RECORD EXCERPTS —
- - - -
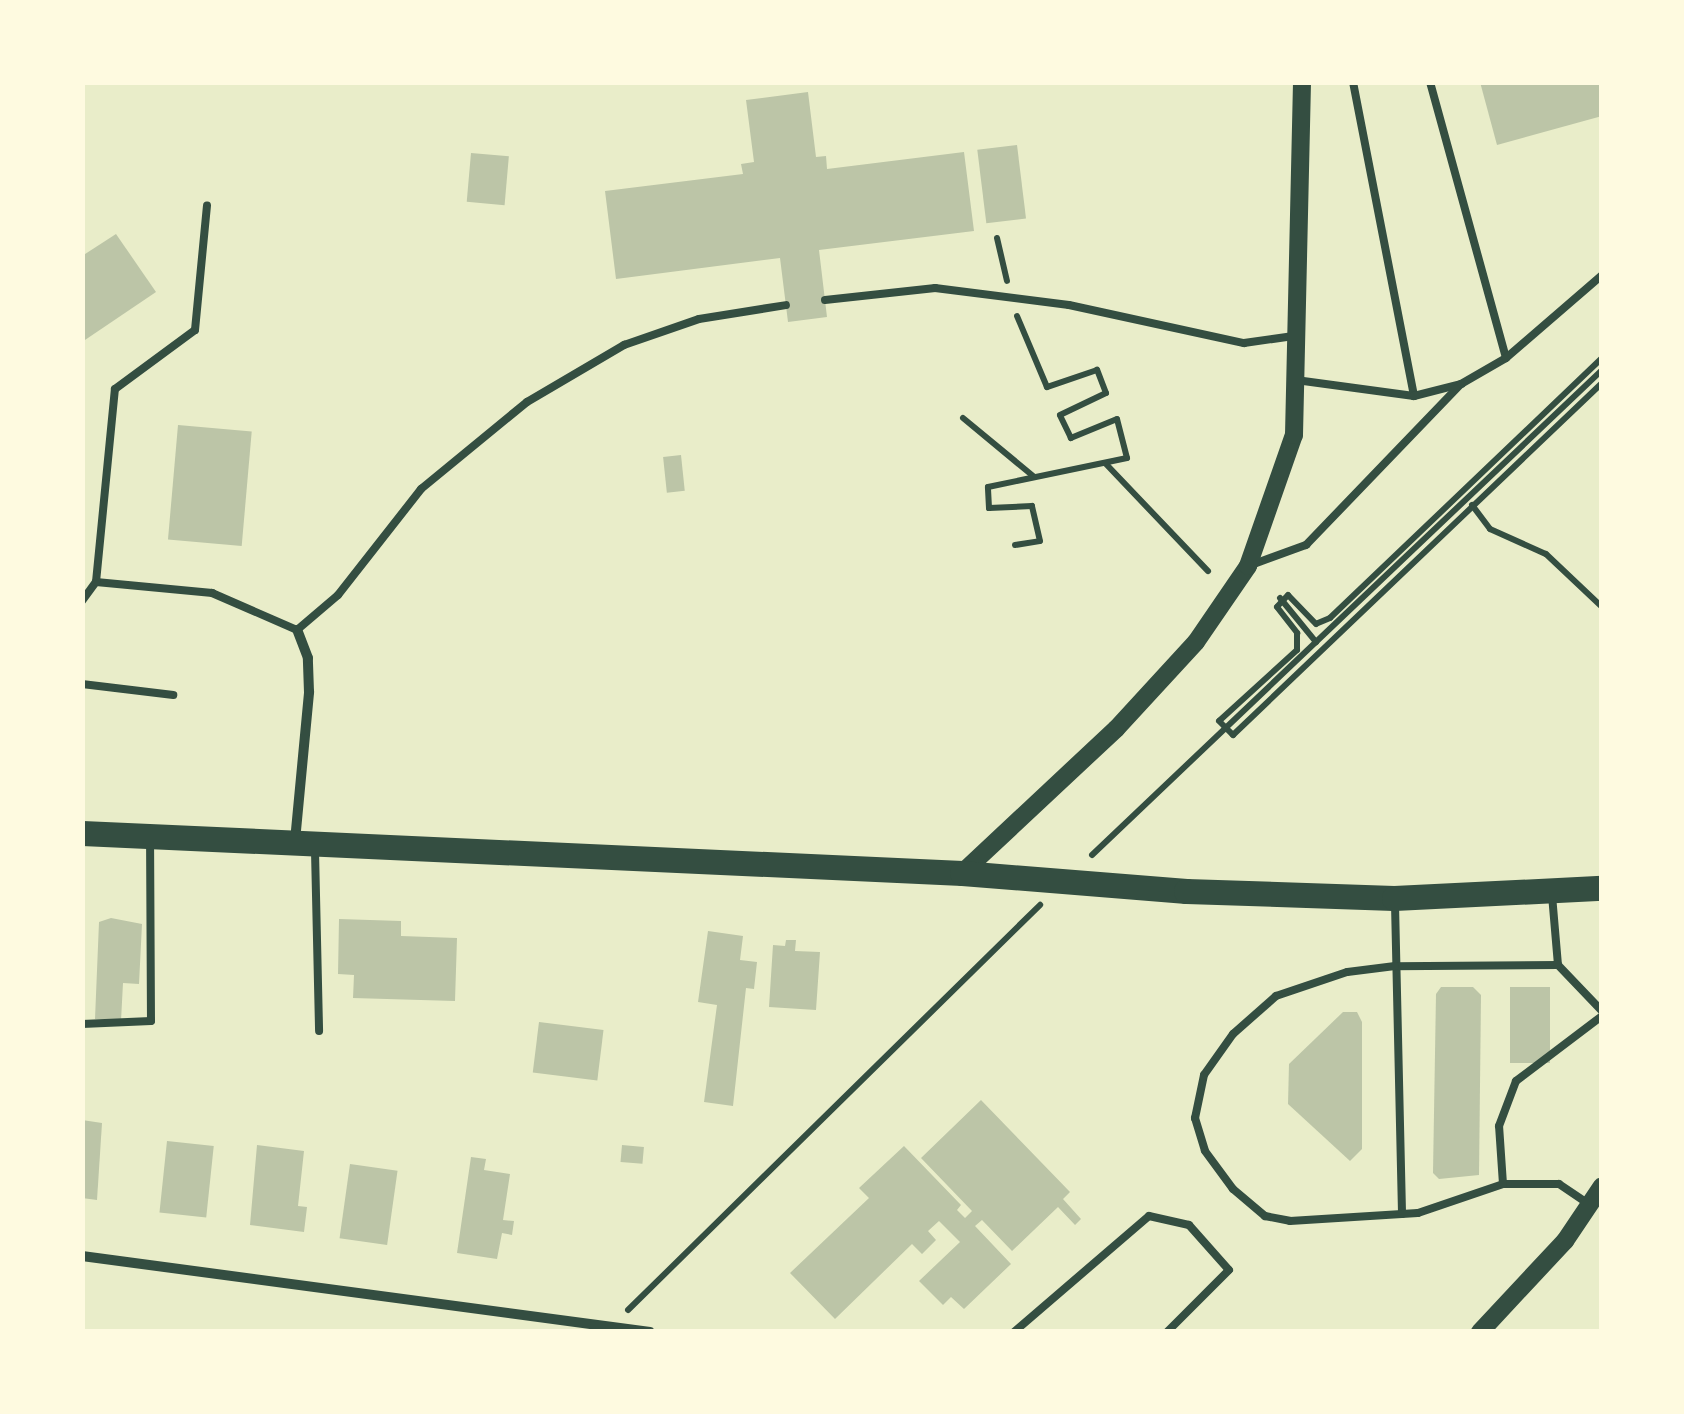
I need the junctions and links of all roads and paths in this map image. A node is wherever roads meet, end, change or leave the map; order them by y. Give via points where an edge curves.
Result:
1 (1302, 82) edge
2 (1354, 82) edge
3 (1430, 82) edge
4 (207, 206) dead end
5 (997, 238) dead end
6 (1602, 275) edge
7 (1009, 298) junction
8 (825, 300) dead end
9 (786, 306) dead end
10 (1298, 335) junction
11 (1506, 358) junction
12 (1602, 358) edge
13 (1602, 370) edge
14 (1296, 380) junction
15 (1602, 383) edge
16 (1462, 384) junction
17 (1414, 396) junction
18 (962, 418) dead end
19 (1106, 463) junction
20 (1034, 477) junction
21 (1468, 500) junction
22 (1015, 545) dead end
23 (1248, 566) junction
24 (1208, 572) dead end
25 (96, 582) junction
26 (1281, 599) junction
27 (82, 601) edge
28 (1602, 607) edge
29 (297, 630) junction
30 (1316, 642) junction
31 (82, 684) edge
32 (174, 695) dead end
33 (1231, 729) junction
34 (1151, 798) dead end
35 (82, 833) edge
36 (150, 836) junction
37 (305, 843) junction
38 (962, 873) junction
39 (1602, 888) edge
40 (1552, 891) junction
41 (1394, 898) junction
42 (980, 962) dead end
43 (1558, 965) junction
44 (1395, 966) junction
45 (1602, 1013) edge
46 (82, 1024) edge
47 (320, 1031) dead end
48 (1503, 1184) junction
49 (1602, 1186) edge
50 (1590, 1204) junction
51 (1402, 1214) junction
52 (82, 1256) edge
53 (624, 1314) dead end
54 (650, 1332) edge
55 (1014, 1332) edge
56 (1167, 1332) edge
57 (1480, 1332) edge

1 - 10 street
2 - 17 lane
3 - 11 lane
4 - 25 lane via 195,330 115,389
5 - 7 path
6 - 11 lane
7 - 8 lane via 935,288
7 - 10 lane via 1244,343
7 - 19 path via 1047,387 1097,370 1106,393 1060,415 1071,438 1116,419 1127,458
9 - 29 lane via 699,319 624,345 527,402 420,489 338,596
10 - 14 street
11 - 16 lane
12 - 26 path via 1330,618 1316,624 1288,595
13 - 21 path
14 - 17 lane
14 - 23 street via 1294,434
15 - 33 path via 1233,735
16 - 17 lane
16 - 23 lane via 1306,545
18 - 20 path
19 - 20 path
19 - 24 path
20 - 22 path via 988,487 989,508 1032,506 1040,541
21 - 28 path via 1490,529 1546,554
21 - 30 path
23 - 38 street via 1196,642 1116,729
25 - 27 lane
25 - 29 lane via 212,593
26 - 30 path
26 - 33 path via 1277,607 1299,644 1220,722
29 - 37 street via 308,658
30 - 33 path
31 - 32 lane
33 - 34 path
35 - 36 main road
36 - 37 main road
36 - 46 lane via 151,1021
37 - 38 main road
37 - 47 lane
38 - 41 main road via 1186,891
39 - 40 main road
40 - 41 main road
40 - 43 lane
41 - 44 lane
42 - 53 path
43 - 44 lane
43 - 45 lane
44 - 51 lane
44 - 51 lane via 1347,972 1276,996 1233,1034 1204,1076 1195,1118 1205,1151 1233,1189 1265,1216 1290,1221
45 - 48 lane via 1516,1081 1500,1126
48 - 50 lane via 1559,1184
48 - 51 lane
49 - 50 street
50 - 57 street via 1536,1276
52 - 54 street
55 - 56 lane via 1150,1216 1189,1225 1229,1270

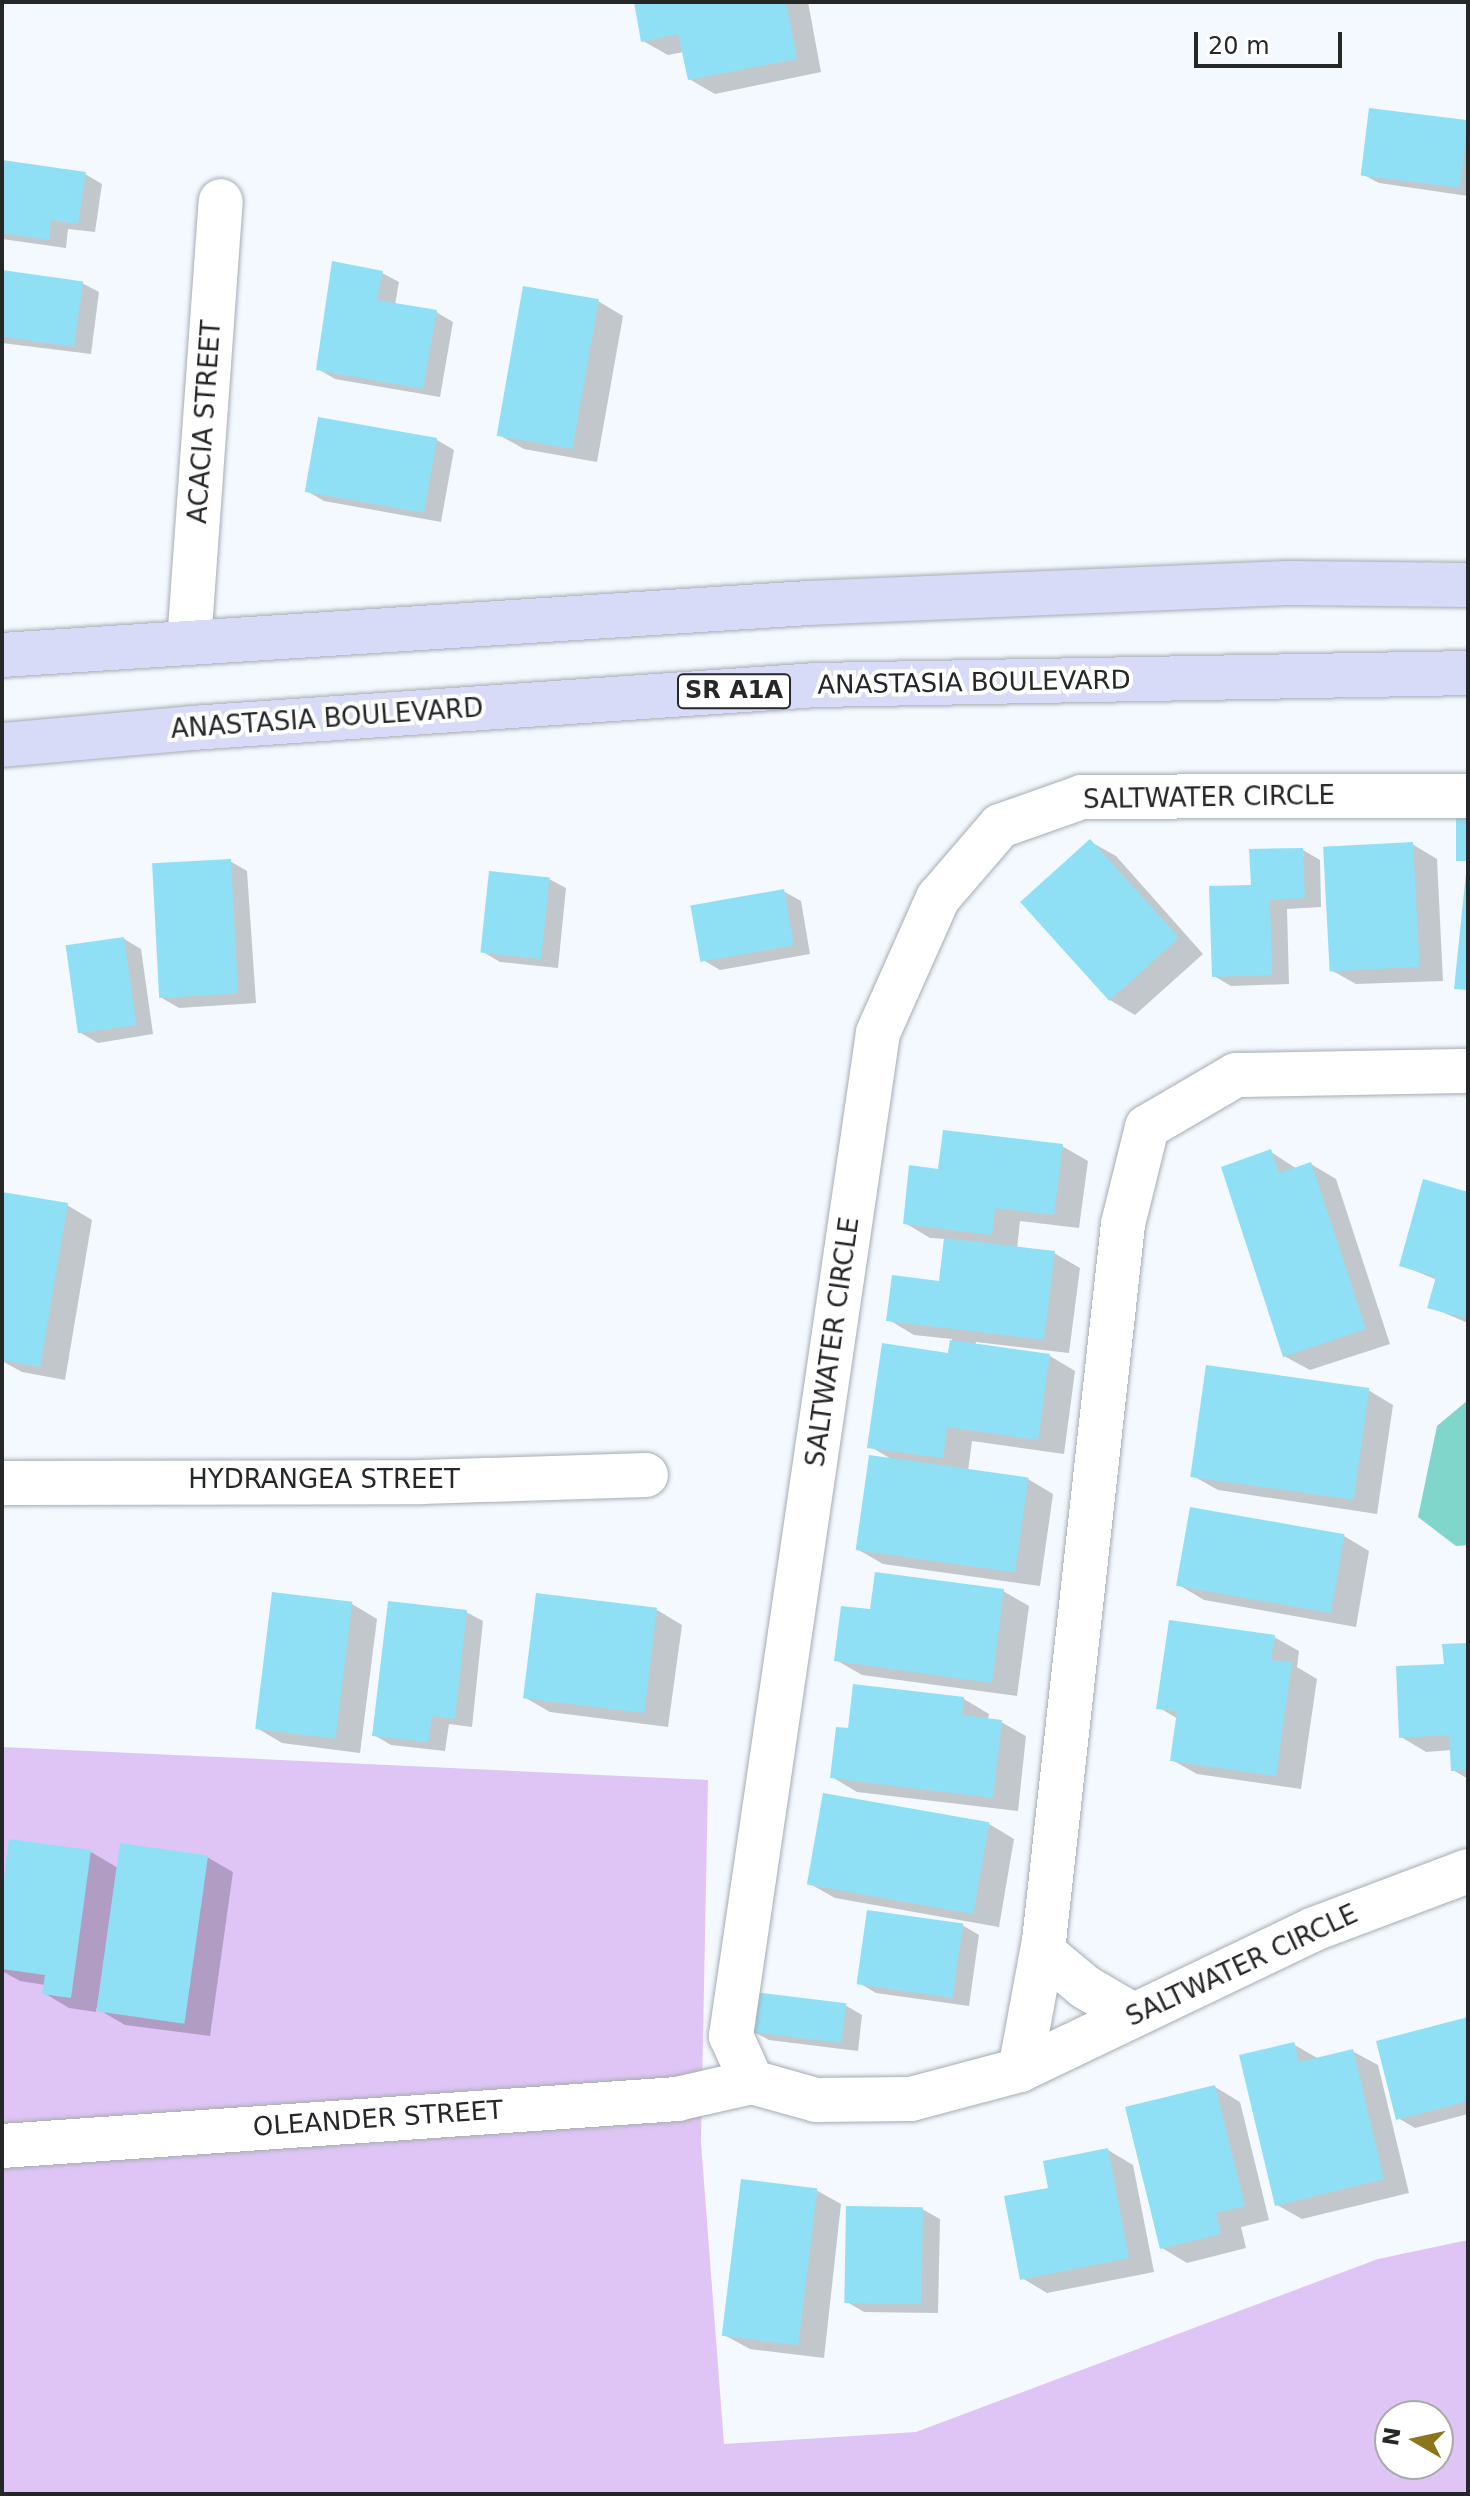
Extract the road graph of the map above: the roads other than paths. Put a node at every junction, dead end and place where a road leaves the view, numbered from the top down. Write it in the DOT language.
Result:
graph roads {
  1 [pos="221,201"];
  2 [pos="1468,585"];
  3 [pos="189,643"];
  4 [pos="2,655"];
  5 [pos="1468,673"];
  6 [pos="2,745"];
  7 [pos="1468,796"];
  8 [pos="1468,1071"];
  9 [pos="646,1475"];
  10 [pos="2,1483"];
  11 [pos="1468,1871"];
  12 [pos="1043,1952"];
  13 [pos="1133,2015"];
  14 [pos="1020,2070"];
  15 [pos="752,2082"];
  16 [pos="2,2146"];
  1 -- 3 [label="street, ACACIA STREET"];
  2 -- 3 [label="main road"];
  3 -- 4 [label="main road"];
  5 -- 6 [label="main road, ANASTASIA BOULEVARD / SR A1A"];
  7 -- 15 [label="street, SALTWATER CIRCLE"];
  8 -- 12 [label="street"];
  9 -- 10 [label="street, HYDRANGEA STREET"];
  11 -- 13 [label="street, SALTWATER CIRCLE"];
  12 -- 13 [label="street"];
  12 -- 14 [label="street"];
  13 -- 14 [label="street, SALTWATER CIRCLE"];
  14 -- 15 [label="street, SALTWATER CIRCLE"];
  15 -- 16 [label="street, OLEANDER STREET"];
}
- - - -
Report the tally of lines in the listing that carry the string "graph", and nothing else.

2